SELECT * FROM sample_product_data ORDER BY category_id;
val dfSorted = df.sort(col("category_id"))
dfSorted.show()

Limiting the Number of Rows Returned

To limit the number of rows returned, use DataFrame.limit. See Limiting the Number of Rows in a DataFrame.

Example of a SQL Statement

Example of Snowpark Code

SELECT * FROM sample_product_data
  ORDER BY category_id LIMIT 2;
val dfSorted = df.sort(col("category_id")).limit(2);
val arrayRows = dfSorted.collect()

Performing Joins

To perform a join, use DataFrame.join or DataFrame.naturalJoin. See Joining DataFrames.
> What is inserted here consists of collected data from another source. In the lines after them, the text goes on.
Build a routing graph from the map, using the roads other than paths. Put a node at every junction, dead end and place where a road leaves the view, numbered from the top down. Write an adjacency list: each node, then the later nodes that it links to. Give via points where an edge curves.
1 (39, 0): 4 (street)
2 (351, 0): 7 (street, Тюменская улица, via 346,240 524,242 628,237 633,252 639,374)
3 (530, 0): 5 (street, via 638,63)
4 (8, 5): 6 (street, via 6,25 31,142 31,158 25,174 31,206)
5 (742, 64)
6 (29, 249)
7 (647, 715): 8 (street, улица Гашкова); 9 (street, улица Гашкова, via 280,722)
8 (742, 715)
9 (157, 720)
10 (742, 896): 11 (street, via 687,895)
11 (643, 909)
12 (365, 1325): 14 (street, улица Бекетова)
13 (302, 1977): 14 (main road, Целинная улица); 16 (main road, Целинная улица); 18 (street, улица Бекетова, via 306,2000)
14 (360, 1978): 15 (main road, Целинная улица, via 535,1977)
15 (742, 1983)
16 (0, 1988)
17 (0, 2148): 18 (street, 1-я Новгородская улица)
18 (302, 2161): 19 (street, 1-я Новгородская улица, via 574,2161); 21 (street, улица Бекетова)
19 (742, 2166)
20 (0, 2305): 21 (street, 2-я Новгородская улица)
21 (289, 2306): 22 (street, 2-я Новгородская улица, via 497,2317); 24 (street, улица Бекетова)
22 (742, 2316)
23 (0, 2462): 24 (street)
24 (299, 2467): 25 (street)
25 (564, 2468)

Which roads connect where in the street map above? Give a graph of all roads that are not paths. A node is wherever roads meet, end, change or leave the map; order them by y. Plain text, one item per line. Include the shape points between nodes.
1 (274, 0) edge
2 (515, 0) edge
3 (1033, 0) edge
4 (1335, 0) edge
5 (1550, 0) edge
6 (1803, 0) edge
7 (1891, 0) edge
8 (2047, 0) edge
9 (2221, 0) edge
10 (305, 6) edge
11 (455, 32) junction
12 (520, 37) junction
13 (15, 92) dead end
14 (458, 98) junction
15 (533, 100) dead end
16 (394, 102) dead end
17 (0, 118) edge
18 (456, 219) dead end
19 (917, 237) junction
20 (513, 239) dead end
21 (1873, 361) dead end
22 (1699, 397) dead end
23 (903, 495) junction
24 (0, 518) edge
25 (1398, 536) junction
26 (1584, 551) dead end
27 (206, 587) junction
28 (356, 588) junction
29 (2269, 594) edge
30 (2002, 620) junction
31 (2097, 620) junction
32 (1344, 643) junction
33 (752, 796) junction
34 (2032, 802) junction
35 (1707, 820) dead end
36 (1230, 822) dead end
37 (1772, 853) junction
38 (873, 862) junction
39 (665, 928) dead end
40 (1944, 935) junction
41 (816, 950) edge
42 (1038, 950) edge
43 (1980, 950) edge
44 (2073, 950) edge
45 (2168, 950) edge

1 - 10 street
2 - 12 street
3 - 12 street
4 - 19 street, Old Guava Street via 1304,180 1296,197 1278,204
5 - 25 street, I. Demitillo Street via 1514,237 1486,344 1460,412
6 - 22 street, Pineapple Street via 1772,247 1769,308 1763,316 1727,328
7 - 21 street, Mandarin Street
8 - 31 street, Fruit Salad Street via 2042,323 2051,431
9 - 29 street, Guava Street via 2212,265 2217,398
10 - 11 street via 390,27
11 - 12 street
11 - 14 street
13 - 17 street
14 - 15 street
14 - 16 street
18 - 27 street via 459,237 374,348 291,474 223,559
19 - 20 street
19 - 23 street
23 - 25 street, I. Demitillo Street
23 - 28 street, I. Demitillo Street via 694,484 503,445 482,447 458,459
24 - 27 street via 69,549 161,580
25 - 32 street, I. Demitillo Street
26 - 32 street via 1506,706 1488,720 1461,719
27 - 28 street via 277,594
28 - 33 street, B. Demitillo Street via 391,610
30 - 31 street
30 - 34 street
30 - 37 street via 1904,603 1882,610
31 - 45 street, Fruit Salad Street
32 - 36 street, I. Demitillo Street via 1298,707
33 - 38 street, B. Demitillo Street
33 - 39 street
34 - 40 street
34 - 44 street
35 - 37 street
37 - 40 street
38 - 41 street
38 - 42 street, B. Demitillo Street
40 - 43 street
Example of a SQL Statement

Example of Snowpark Code

SELECT * FROM sample_a
  INNER JOIN sample_b
  on sample_a.id_a = sample_b.id_a;
val dfJoined =
  dfLhs.join(dfRhs, dfLhs.col("id_a") === dfRhs.col("id_a"))
dfJoined.show()
SELECT * FROM sample_a NATURAL JOIN sample_b;
val dfJoined = dfLhs.naturalJoin(dfRhs)
dfJoined.show()

Querying Semi-Structured Data

To traverse semi-structured data, use Column.apply(“<field_name>”) and Column.apply(<index>). See Working with Semi-Structured Data.

Example of a SQL Statement

Example of Snowpark Code

SELECT src:salesperson.name FROM car_sales;
dfJsonField =
  df.select(col("src")("salesperson")("name"))
dfJsonField.show()

Grouping and Aggregating Data

To group data, use DataFrame.groupBy. This returns a RelationalGroupedDataFrame object, which you can use to perform the aggregations.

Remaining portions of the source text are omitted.